Morreu Mickey Kuhn, ator infantil e juvenil da era dourada de Hollywood dos anos 1930 e 1940, confirmou a sua esposa à imprensa dos EUA.

Com 90 anos e residente na Flórida, era o último sobrevivente da longa lista de atores que apareciam nos créditos no início do clássico "E Tudo o Vento Levou" (1939): bateu a concorrência de 100 crianças para ser Beau Wilkes, o filho de Ashley (Leslie Howard) e Melanie Wilkes (Olivia de Havilland). Tinha seis anos.

O seu momento mais mais importante é perto do final do filme, na cena em que Melanie está a morrer e Beau está nos braços do pai e pergunta-lhe "Para onde está a ir a minha mãe? E por que não posso também ir, por favor?".

"E Tudo o Vento Levou"

Ironicamente, Mickey Kuhn e Olivia de Havilland nunca se conheceram na rodagem: "Elsa estava sempre atrás da porta a morrer. Nunca trabalhei diretamente com ela", recordou numa entrevista ao jornal Naples Daily News em 2017.

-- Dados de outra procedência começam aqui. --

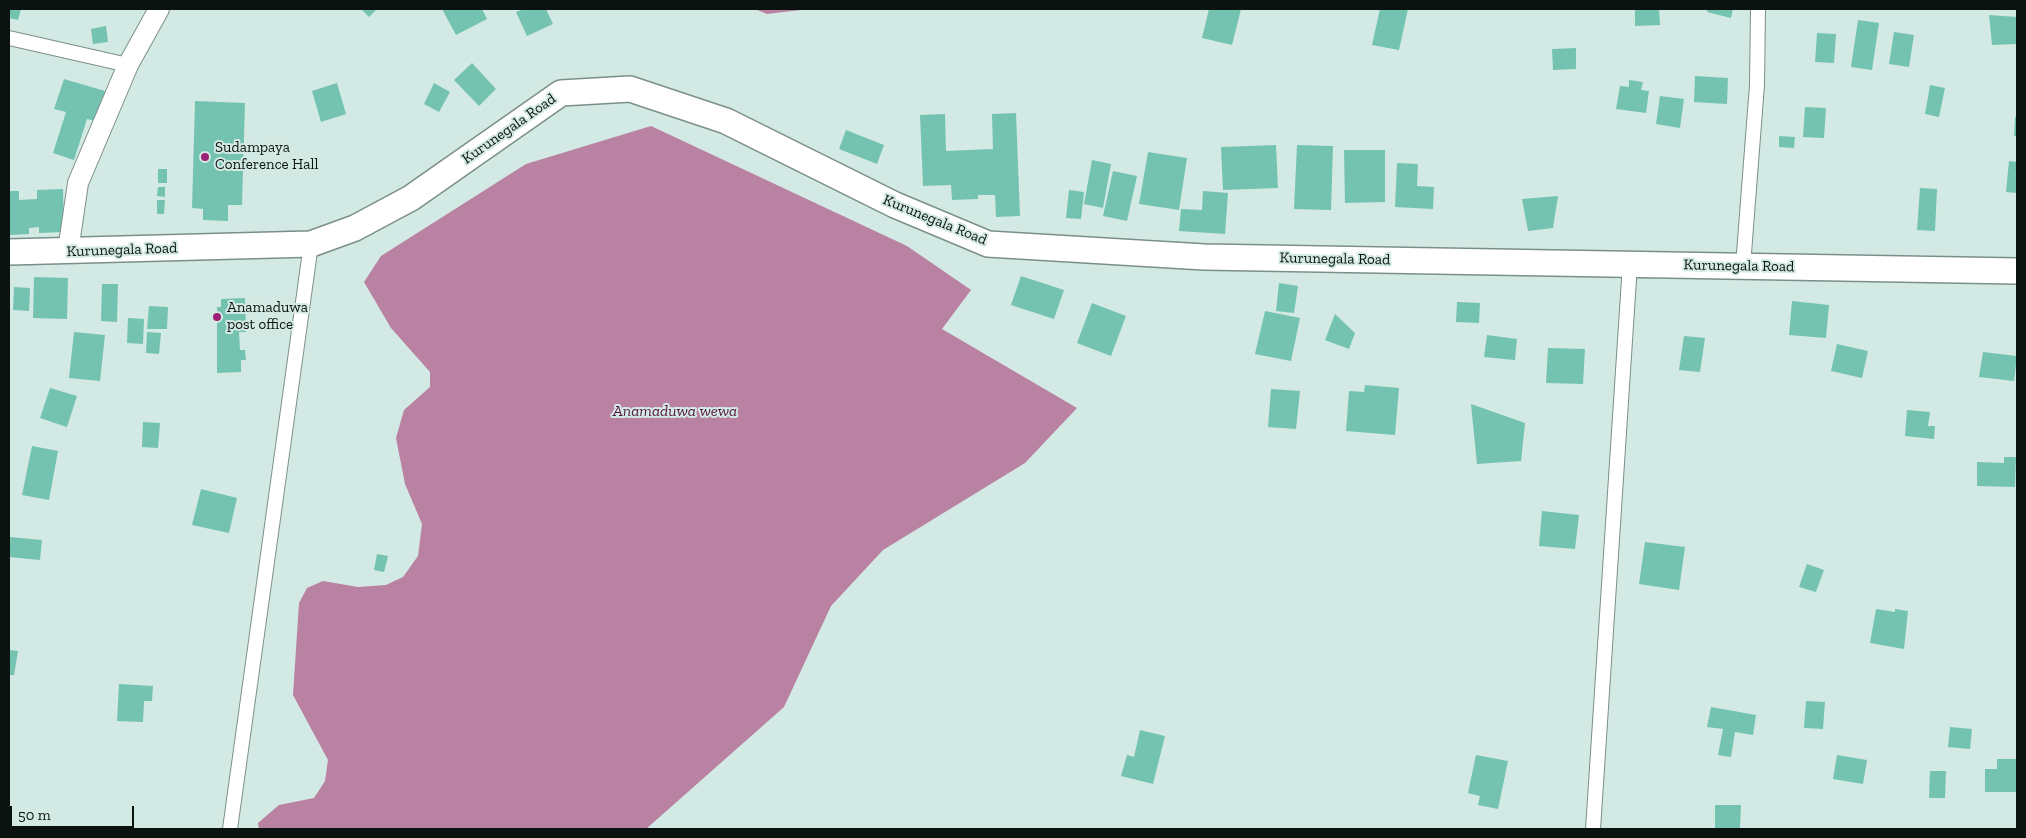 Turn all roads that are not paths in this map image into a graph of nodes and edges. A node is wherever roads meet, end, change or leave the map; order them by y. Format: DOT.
graph roads {
  1 [pos="159,9"];
  2 [pos="1758,9"];
  3 [pos="9,38"];
  4 [pos="128,65"];
  5 [pos="311,244"];
  6 [pos="68,251"];
  7 [pos="9,252"];
  8 [pos="1630,264"];
  9 [pos="1743,266"];
  10 [pos="2017,271"];
  11 [pos="230,829"];
  12 [pos="1593,829"];
  1 -- 4 [label="street"];
  2 -- 9 [label="street"];
  3 -- 4 [label="street"];
  4 -- 6 [label="street"];
  5 -- 6 [label="highway, Kurunegala Road"];
  5 -- 8 [label="highway, Kurunegala Road"];
  5 -- 11 [label="street"];
  6 -- 7 [label="highway, Kurunegala Road"];
  8 -- 9 [label="highway, Kurunegala Road"];
  8 -- 12 [label="street"];
  9 -- 10 [label="highway, Kurunegala Road"];
}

Os dois só se conheceram em 2006, na festa de aniversário de Olivia de Havilland, e passou a telefonar-lhe a partir daí sempre no dia do aniversário até à sua morte em 2020, aos 104 anos.

O ator tinha pena que "E Tudo o Vento Levou" fosse criticado na atualidade por romantizar o velho Sul dos EUA pré-Guerra Civil (1861-1865) e a era dos escravos.

"É um filme. Não se pode voltar atrás no tempo e dizer que não aconteceu", dizia em 2017.

À ESQUERDA, MICKEY KUHN COM O PRODUTOR PATRICK CURTIS NUMA HOMENAGEM DA ACADEMIA DOS ÓSCARES AO CLÁSSICO A 18 DE MAIO DE 2009.

Vivien Leigh, que interpretava Scarlett O'Hara, era a sua atriz preferida: Mickey Kuhn foi o único ator a aparecer nos dois filmes onde ela ganhou o Óscar de Melhor Atriz. Além de "E Tudo o Vento Levou", foi em "Um Eléctrico Chamado Desejo" (1951), quando ele tinha 18 anos e interpretou um marinheiro que dava instruções a Blanche DuBois para apanhar o elétrico que a levaria à casa onde vivia a sua irmã Stella.

Quando soube que ele tinha sido Beau Wilkes, a atriz pediu a um assistente para lhe dizer que a visitasse num intervalo na rodagem e conversaram.

"Ela perguntou pela minha carreira o que tinha andado a fazer. Era lindíssima. Uma das pessoas mais simpáticas que conheci. Foi muito graciosa", recordava.

Já John Wayne era o seu ator preferido, depois de terem trabalhado noutro clássico, "Rio Vermelho" (1948), onde Kuhn era a versão mais jovem de Matt Garth, o papel interpretado em adulto por Montgomery Clift.

"Primeiro que tudo, ele era um perfecionista. Ensaiávamos a cena cinco vezes", revelou.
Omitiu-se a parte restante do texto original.